Güneş`in bir saniyede ürettiği enerji Dünya`daki üç milyar enerji santralinin bir yılda ürettiği enerjiye eşittir. Dünya Güneş`ten gelen ışınların sadece milyarda ikisini alır. Bu miktar çok ince şekilde tespit edilmiştir. örneğin bu miktardaki çok küçük bir azalma Dünya`nın yaşanmayacak şekilde buzullara gömülüp soğumasına sebep olacaktır.
Güneş`in Dünya`mıza uzaklığı, Güneş`in büyüklüğü, Güneş`teki reaksiyonların gücü hep çok ince hesaplara bağlıdır. Bizim de yaşamımız bu çok ince hesaplarla belirlenmiştir.
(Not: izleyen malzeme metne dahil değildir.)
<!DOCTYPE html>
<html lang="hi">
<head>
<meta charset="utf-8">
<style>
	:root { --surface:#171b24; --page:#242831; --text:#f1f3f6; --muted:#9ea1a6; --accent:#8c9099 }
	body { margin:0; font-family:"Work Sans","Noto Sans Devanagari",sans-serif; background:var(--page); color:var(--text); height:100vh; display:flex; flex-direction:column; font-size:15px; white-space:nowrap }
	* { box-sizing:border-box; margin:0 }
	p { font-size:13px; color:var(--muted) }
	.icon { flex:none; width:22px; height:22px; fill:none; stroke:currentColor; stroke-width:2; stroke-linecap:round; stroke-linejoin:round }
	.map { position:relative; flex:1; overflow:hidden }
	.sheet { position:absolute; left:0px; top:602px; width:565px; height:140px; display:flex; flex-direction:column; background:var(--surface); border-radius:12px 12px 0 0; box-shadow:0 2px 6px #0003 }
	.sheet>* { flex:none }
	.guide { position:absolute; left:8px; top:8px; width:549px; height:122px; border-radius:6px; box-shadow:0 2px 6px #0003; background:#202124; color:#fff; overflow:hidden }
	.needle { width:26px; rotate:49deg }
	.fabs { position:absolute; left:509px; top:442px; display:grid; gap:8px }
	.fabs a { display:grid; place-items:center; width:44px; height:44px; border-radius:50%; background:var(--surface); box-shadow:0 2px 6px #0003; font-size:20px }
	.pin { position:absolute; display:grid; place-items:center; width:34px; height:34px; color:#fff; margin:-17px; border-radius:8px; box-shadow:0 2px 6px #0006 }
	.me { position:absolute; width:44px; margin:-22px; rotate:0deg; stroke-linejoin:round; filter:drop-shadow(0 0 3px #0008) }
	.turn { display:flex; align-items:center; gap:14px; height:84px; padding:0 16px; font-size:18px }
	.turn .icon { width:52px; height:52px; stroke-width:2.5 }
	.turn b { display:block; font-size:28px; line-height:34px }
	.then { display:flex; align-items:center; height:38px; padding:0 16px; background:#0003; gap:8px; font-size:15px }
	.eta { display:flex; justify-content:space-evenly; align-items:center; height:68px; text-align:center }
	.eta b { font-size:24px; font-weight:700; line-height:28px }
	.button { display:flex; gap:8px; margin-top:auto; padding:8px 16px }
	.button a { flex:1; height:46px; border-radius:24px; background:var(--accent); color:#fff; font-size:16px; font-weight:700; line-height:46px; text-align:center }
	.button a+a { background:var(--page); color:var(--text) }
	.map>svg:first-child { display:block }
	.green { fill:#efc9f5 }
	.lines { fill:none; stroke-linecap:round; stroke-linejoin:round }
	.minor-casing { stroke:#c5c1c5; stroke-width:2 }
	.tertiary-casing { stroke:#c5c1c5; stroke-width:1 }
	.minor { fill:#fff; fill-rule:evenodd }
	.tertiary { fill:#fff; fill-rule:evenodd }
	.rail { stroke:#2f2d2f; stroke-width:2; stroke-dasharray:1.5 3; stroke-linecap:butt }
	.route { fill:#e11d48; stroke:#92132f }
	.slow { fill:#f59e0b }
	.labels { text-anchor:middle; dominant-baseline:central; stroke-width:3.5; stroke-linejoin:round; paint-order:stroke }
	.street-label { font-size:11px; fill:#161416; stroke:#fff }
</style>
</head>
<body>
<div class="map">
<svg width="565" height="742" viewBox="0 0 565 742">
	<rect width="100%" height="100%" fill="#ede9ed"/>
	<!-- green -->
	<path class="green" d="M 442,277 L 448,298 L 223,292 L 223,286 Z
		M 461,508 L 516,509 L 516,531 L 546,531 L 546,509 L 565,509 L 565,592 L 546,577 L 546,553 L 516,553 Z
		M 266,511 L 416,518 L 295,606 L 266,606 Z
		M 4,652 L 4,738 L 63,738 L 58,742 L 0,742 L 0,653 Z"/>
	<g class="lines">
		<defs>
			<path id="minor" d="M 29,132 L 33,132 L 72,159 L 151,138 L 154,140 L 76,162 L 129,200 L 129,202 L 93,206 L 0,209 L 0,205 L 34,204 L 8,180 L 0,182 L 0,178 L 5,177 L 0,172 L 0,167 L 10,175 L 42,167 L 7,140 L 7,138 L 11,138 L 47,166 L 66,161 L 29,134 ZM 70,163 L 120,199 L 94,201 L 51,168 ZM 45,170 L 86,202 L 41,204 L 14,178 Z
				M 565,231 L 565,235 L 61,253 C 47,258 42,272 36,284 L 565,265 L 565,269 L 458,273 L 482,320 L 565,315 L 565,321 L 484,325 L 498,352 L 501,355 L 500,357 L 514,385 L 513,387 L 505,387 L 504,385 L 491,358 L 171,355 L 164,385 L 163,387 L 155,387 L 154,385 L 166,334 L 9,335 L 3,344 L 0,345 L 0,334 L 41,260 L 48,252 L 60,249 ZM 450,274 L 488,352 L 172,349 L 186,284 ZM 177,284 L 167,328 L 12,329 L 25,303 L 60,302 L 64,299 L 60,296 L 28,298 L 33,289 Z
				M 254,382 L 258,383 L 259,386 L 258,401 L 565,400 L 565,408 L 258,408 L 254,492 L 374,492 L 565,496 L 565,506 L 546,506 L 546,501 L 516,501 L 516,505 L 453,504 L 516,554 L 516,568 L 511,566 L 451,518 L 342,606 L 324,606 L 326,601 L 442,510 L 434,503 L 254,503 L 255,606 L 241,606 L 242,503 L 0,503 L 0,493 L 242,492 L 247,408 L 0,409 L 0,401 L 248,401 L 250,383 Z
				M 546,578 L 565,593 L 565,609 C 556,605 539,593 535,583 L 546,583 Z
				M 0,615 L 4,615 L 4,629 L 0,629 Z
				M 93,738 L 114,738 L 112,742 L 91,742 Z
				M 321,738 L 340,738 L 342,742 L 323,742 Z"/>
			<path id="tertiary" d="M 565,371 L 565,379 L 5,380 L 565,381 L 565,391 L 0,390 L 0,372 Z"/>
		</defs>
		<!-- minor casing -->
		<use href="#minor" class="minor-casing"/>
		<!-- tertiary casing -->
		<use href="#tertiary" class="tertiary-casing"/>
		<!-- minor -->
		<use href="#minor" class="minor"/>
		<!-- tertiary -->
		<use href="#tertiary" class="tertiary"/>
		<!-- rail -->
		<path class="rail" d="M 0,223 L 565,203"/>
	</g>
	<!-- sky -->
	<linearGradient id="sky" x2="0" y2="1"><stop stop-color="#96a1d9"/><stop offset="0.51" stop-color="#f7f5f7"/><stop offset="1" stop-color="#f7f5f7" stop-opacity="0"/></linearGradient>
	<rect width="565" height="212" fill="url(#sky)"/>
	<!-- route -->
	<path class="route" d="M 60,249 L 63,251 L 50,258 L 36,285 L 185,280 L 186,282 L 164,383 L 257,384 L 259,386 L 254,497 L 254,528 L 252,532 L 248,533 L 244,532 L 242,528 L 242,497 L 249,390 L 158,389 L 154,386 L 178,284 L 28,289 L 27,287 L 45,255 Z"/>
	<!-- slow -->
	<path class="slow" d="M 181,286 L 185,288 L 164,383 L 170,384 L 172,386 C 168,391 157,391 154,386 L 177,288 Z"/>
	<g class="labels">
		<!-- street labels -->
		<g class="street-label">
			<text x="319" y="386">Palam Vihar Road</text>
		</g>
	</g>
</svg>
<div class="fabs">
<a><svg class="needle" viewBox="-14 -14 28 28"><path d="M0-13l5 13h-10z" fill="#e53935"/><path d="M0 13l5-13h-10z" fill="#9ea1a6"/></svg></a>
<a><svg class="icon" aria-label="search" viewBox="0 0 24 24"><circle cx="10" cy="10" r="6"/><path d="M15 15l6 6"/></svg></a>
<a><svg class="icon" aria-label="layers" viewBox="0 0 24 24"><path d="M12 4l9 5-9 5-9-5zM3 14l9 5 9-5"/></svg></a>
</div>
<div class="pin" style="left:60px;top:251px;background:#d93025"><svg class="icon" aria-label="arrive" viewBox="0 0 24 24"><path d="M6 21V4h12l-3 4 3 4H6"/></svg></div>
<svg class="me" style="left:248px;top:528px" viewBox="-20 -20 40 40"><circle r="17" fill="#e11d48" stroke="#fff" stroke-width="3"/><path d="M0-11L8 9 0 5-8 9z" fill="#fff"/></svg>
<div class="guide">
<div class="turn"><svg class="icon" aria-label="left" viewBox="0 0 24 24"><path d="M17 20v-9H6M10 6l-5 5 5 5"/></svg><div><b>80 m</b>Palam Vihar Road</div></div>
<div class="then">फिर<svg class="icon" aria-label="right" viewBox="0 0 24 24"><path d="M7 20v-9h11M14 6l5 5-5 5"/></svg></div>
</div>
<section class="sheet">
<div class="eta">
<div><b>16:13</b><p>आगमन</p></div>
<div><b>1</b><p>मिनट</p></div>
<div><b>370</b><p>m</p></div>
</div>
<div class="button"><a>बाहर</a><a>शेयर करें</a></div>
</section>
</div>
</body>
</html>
Tüm bu değerlerdeki çok ufak bir değişiklik bile Dünya`daki hayatın yok olmasına sebep olacaktır. Tüm bu kritik değerlerin hem yaratılması, hem de devam ettirilmesi bizim hayatımızın olmazsa olmaz şartlarındandır. Güneş`in hem kendi ekseninde, hem de bir doğrultuya göre hareketi; Dünya`nın ise kendi ekseninde, Güneş`in etrafında, Güneş`e bağlı olarak, Ay`dan etkilenerek birçok farklı hareketi vardır. Bu çok hızlı hareketlerin tümünde Dünya`mız Güneş sistemiyle, galaksisiyle hep yepyeni, her biri öncekinden farklı bir konumda bulunmaktadır. İşte tüm bu çok hızlı, çok ince hareketlerin hiçbiri bizim Güneş`e göre konumumuzu etkilemez, Dünya`daki hayatın yok olmasına sebep olmaz.
Hayatın oluşması için mutlaka Karbon bazlı moleküllere ihtiyaç vardır. Karbon bazlı moleküller ise sadece –20 °C ile +120 °C arasında oluşabilmektedirler. Evren`de ise yıldızların içindeki milyarlarca derecedeki sıcaklıktan, mutlak sıfır noktası olan –273.15 °C`ye kadar çok geniş bir sıcaklık aralığı mevcuttur. Sadece Karbon bazlı moleküllerin oluşması için gerekli sıcaklık aralığının oluşturduğu dilim, mevcut sıcaklık farklılıklarında yüz binde birlik bir dilim bile değildir. Dünya mevcut ısısını koruyamayıp kısa bir süre için bile içinde bulunduğu sıcaklık diliminden çıksaydı, Dünya`mızdaki hayat son bulurdu. Neyse ki, Yaratıcımız her an ihtiyaçlarımızın farkındadır ve her an her şey O`nun kontrolündedir.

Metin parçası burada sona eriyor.